As long as radio was the dominant advertising medium, CBS dominated radio. All through the 1930s and 1940s, CBS programs were often the highest-rated. A much-publicized "talent raid" on NBC in the mid-1940s brought Jack Benny, Edgar Bergen and Amos 'n' Andy into the CBS fold. Paley also was an innovator in creating original programming; since broadcasting's earliest days, time had been sold to advertising agencies in half- or full-hour blocs. The ad agencies, not the networks, would then create the program to fill the time, thus it was " 'The Johnson's Wax Program', with Fibber McGee & Molly", or " 'The Pepsodent Show', with Bob Hope." At Paley's urging, beginning in the mid-1940s, CBS began creating its own programs; among the long-running shows that came from this project were "Our Miss Brooks," "Gunsmoke" and "The Adventures of Ozzie & Harriet." In time this idea was carried further, selling ad time by the minute, so that ad agencies no longer had any control over what went out over Mr. Paley's air.
CBS was slow to move into television; as late as 1950 it owned only one station; radio continued to be the backbone of the company. But gradually, as the television network took shape, the big radio stars began to drift to television. Burns & Allen made the move in 1950; the high-rated Jack Benny show ended in 1955, and Edgar Bergen's Sunday-night show went off the air in 1957. Smaller-budgeted dramatic shows and daytime serials lasted until the early 1960s. But when CBS announced in 1956 that its radio operations had lost money, while the television network had made money, it was clear where the future lay.
After the retirement of talk-show pioneer Arthur Godfrey in the early 1970s, CBS radio programming consisted of hourly news broadcasts, occasional news features and commentaries, and the nightly "CBS Mystery Theater", the lone holdout of old-style programming. The CBS Radio Network continues to this day, but offers primarily newscasts and news-related features like "The Osgood File" and "Harry Smith Reporting."

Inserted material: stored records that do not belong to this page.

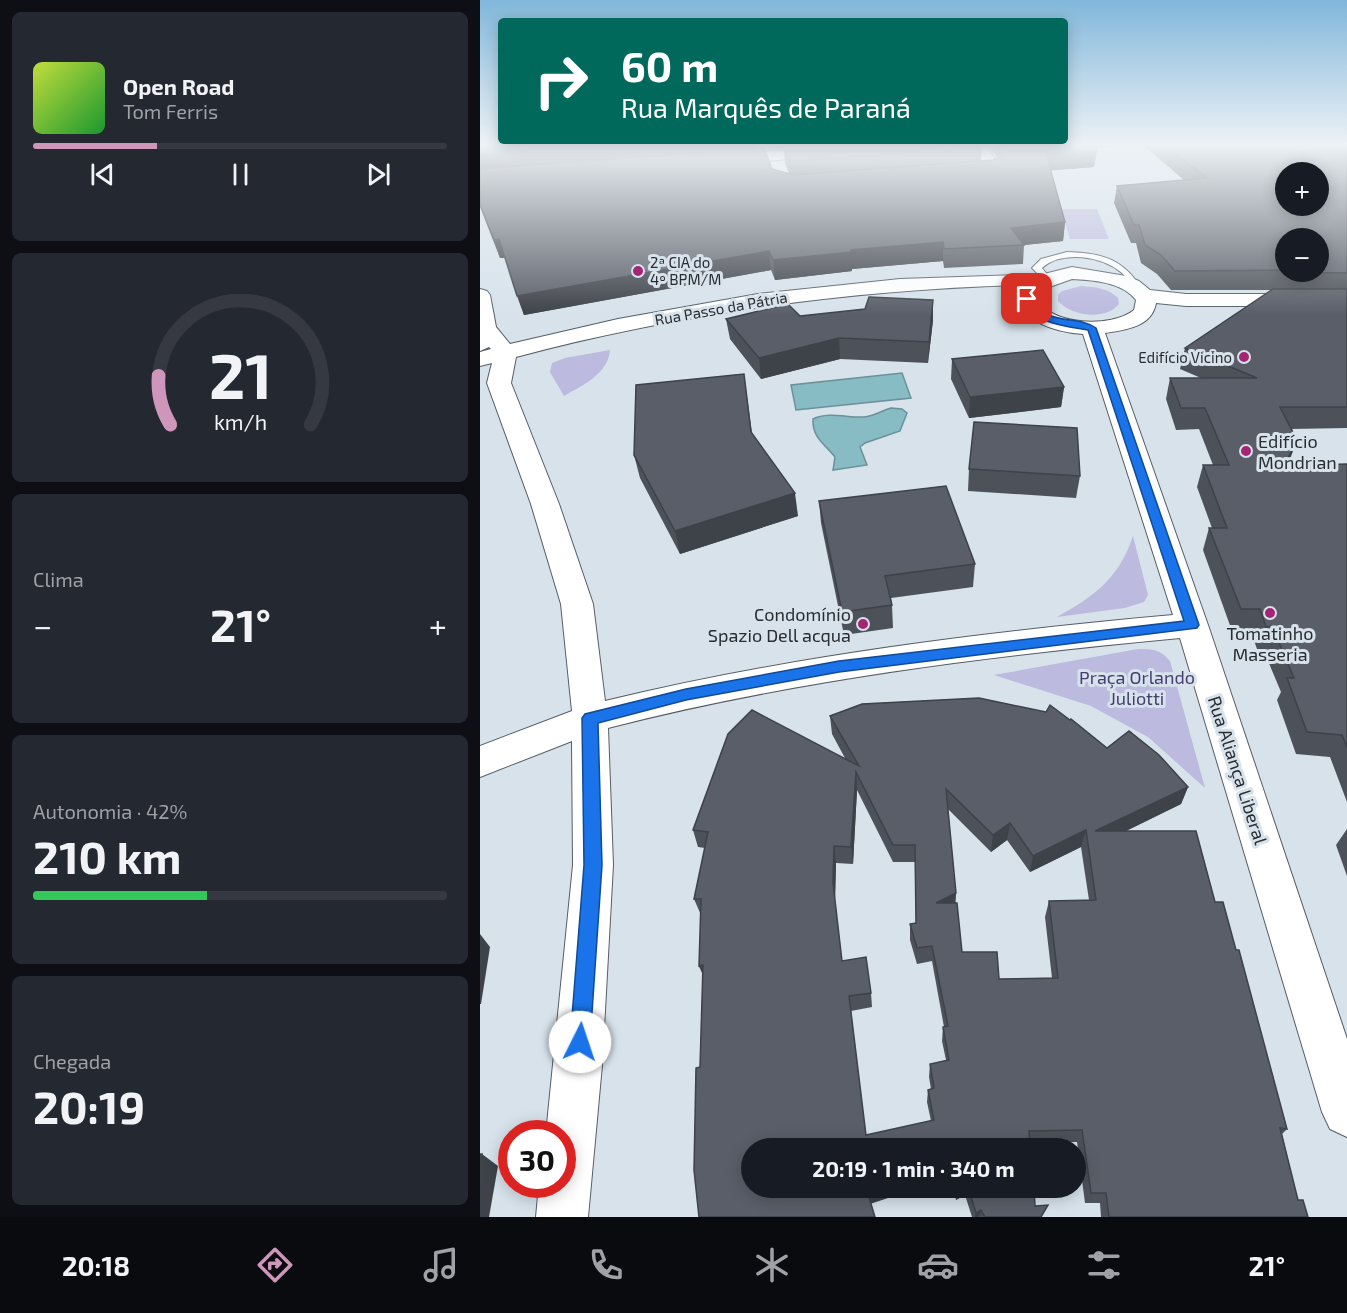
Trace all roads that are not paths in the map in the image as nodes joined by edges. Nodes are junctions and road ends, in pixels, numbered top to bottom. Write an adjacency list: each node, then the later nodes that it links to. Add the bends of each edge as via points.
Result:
1 (1038, 283): 3 (street, Rua Passo da Pátria, via 1072,273 1095,274 1117,279); 5 (street, via 1027,299 1031,308 1072,326); 7 (street, Rua Passo da Pátria, via 966,281 763,300 674,315)
2 (480, 295): 6 (street)
3 (1141, 299): 4 (street); 5 (street, via 1137,318 1125,324)
4 (1347, 300)
5 (1092, 328): 8 (street, Rua Aliança Liberal)
6 (483, 336): 7 (street)
7 (491, 365): 9 (street, via 545,504 577,604)
8 (1192, 625): 9 (street, via 839,667 686,694); 11 (street, Rua Aliança Liberal)
9 (590, 718): 10 (street); 12 (street, via 593,865)
10 (480, 762)
11 (1347, 1112)
12 (562, 1217)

The Television Years: Expansion and Growth
Harry Smith
CBS's first television broadcasts were experimental, often only for one hour a day, and reaching a limited area in and around New York City. To catch up with rival RCA, CBS bought Hytron Labratories in 1939, and immediately moved into set production and color broadcasting. Though there were many competing patents and systems, RCA dictated the content of the FCC's technical standards, and grabbed the spotlight from CBS, DuMont and others by introducing television to the general public at the 1939 New York World's Fair. The FCC began licensing televsion stations on July 1, 1941; the first license went to RCA and NBC's WNBT; the second license, issued that same day, was to WCBS. CBS-Hytron offered a practical color system in 1941, but it was not compatible with the black-and-white standards set down by RCA. In time, and after considerable dithering, the FCC rejected CBS's technology in favor of that backed by RCA.
During the World War II years, commercial television broadcasting essentially shut down; only in 1946 did CBS and others resume regularly scheduled service. But as RCA and DuMont raced to establish networks and offer upgraded programming, CBS lagged. Only in 1950, when NBC was dominant in television, did CBS begin to buy or build stations. The "talent raid" on NBC of the mid-forties had brought over established radio stars; they now became stars of CBS television as well. One reluctant CBS star refused to bring her radio show, "My Favorite Husband," to television unless the network would re-cast the show with her real-life husband in the lead. Paley and network president Frank Stanton had so little faith in the future of Lucille Ball's series, re-dubbed "I Love Lucy," that they granted her wish and allowed the husband, Desi Arnaz, to take financial control of the production. This was the making of the Ball-Arnaz Desilu empire, and became the template for series production to this day.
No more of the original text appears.